22 異世界最強
──琳子と同じ貌の少女が、悠然と佇んでいた。
一糸まとわぬ美しい裸体は、蛇たちに蹂躙されていたにも関わらず掠り傷ひとつない白磁の肌。そのなめらかな胸元や下腹に仄白く、繊細に絡み合って浮かぶ清楚なレース模様は、魔性の力を増幅する「淫紋」です。
腰まで流れる髪は冬の月のように蒼みを帯びた銀色。その内から伸びる左右の角の太さは手首ほどに増していて、湾曲しながら額の真ん中で合流し、尖端を揃って天に向けています。
──黒曜石の輝きを宿す双角は、さながら漆黒の宝冠。
「……ぅ……ぁ……」
悪夢にうなされるかのごとく弱々しい吐息を漏らしたのは、つい今しがた勝ち誇っていた生徒会長様。
怯えて左右に揺れる彼女の黄金の瞳を、相対する少女の双眸がまっすぐ射貫く。底無しの闇を宿した虹彩の中心に、燃えるような真紅の瞳孔を灯して。
「……その魔形……その魔力……騙したな……何が小悪魔なものか……」
ゴルゴーンは蒼い唇を震わせ、逃げるように完全に目を逸らす。
無理もない。本当に、なんて禍々しい……いや神々しい姿……あれ、ちがう? なにこれ……認識が、混乱してしまう……。
「騙さない、偽らない……ただ惑わせ、誑かすだけ」
桜色の唇がほころんで、こぼれた言の葉はしとやかに濡れ、私では逆さに吊るされても出せそうにない媚声です。──同じ声帯のはずなのに。
「それが、我らサキュバスの矜持……」
そこで言葉を止めた少女は「けれど」の逆接とともに、くいと小首を傾げる。
「女の子なら、隠しごとのひとつやいつつぐらい、あるものでしょう?」
私の中に封じられていた真の力。
貯め込んだ膨大な魔力も制約なく行使できるだろうその存在を、記憶の奥底に知覚できてはいました。
前世では、陽が落ち夜になれば封印を解くことができた。
けれど私には、お母さまに隠れてどんなに深夜まで夜更かしをしてみても、封は解けなかった。
おそらく、あまりにも人間の身──琳子とかけ離れた力だから、それが自分に繋がる道筋を認識できなかった。その力だけが、自意識から完全に隔離されていたのです。
夢潜のために意識を飛ばしたときも、封じられた断片だけが肉体の方に残っているのを感じていました。

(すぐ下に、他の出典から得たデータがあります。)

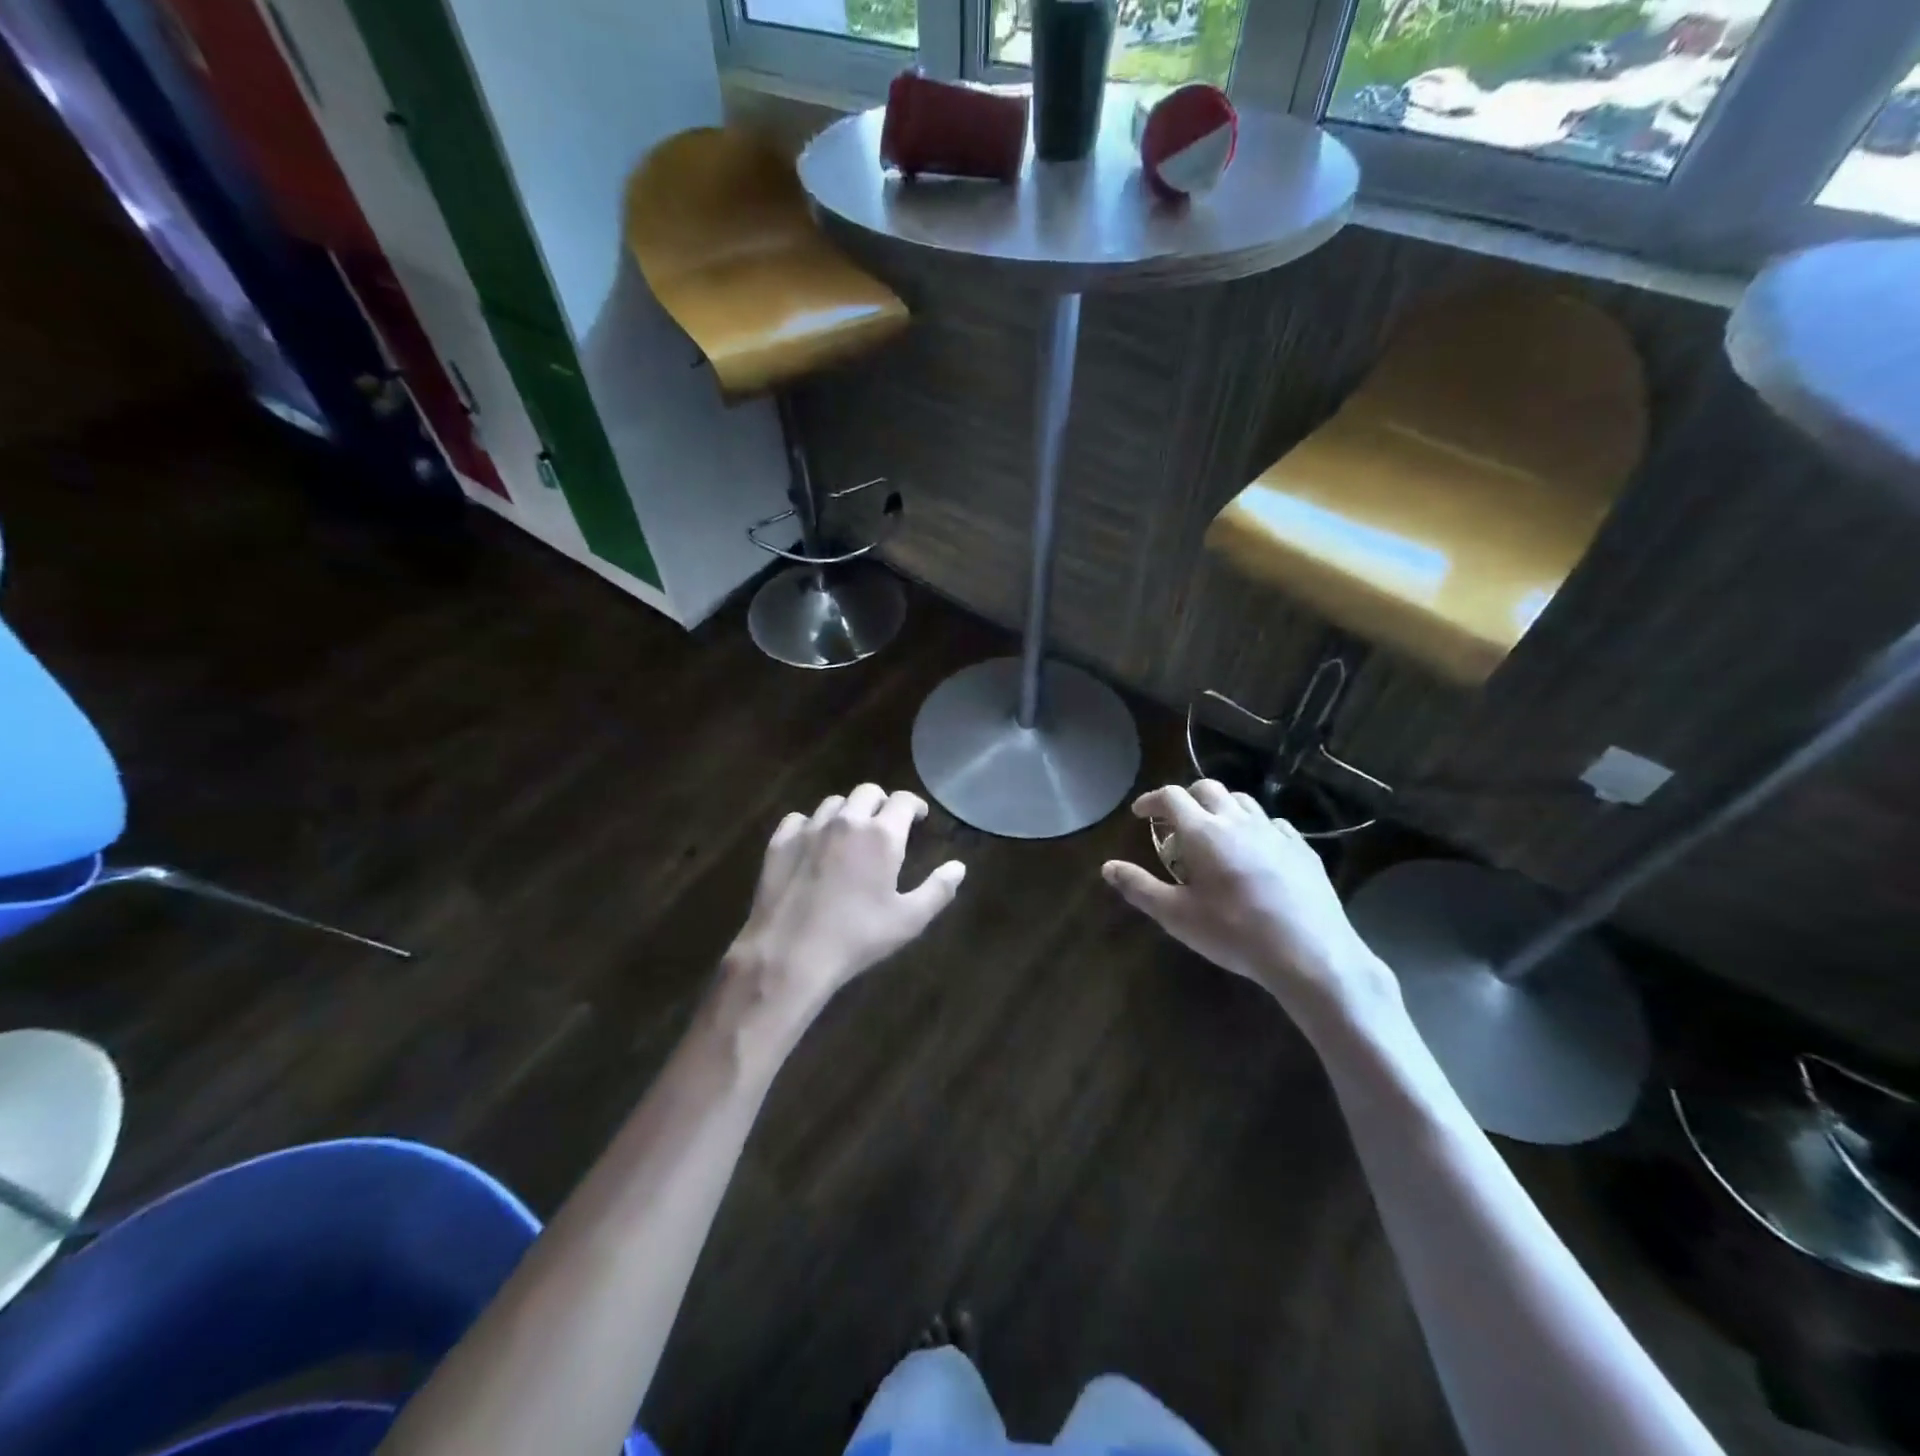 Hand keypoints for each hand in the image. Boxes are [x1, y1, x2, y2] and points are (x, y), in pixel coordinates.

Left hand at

だからその状態で、「断片」を残した肉体を危機に追い込み、生存本能で尻を叩いてむりやりにでも封を解く──それが伝説女怪に勝つために私が準備した、だいぶ乱暴な最後の切り札。
「フフ、ごめんなさいへび子ちゃん。前世はサキュバス、そこに偽りはないけれど──眷属じゃない、私自身の名は確かに名乗っていませんでした」
「……どういう、意味……?」
そう、ただのサキュバスではない、異世界最強で最淫の彼女を解き放つためには、大前提として陽が落ちるまでの時間稼ぎが必要でした。
太陽は美しく沈みかけていても、いまだ夜には到らない。それでも彼女を解き放つことができたのは、対魔術防鱗に覆われた蛇たちに包まれることで、物理的にも魔力的にも陽光を完全に遮断できたから。
初手で魔性器變を弾かれたときから、上手く利用できないか頭の隅で考えてはいたのですが、結局のところ大博打で──私は、賭けに勝った。
「そう我こそはサキュバスの頂天にして、夜のすべてを統べし魔王──」
彼女は詠うように口にする。自身の、その名を。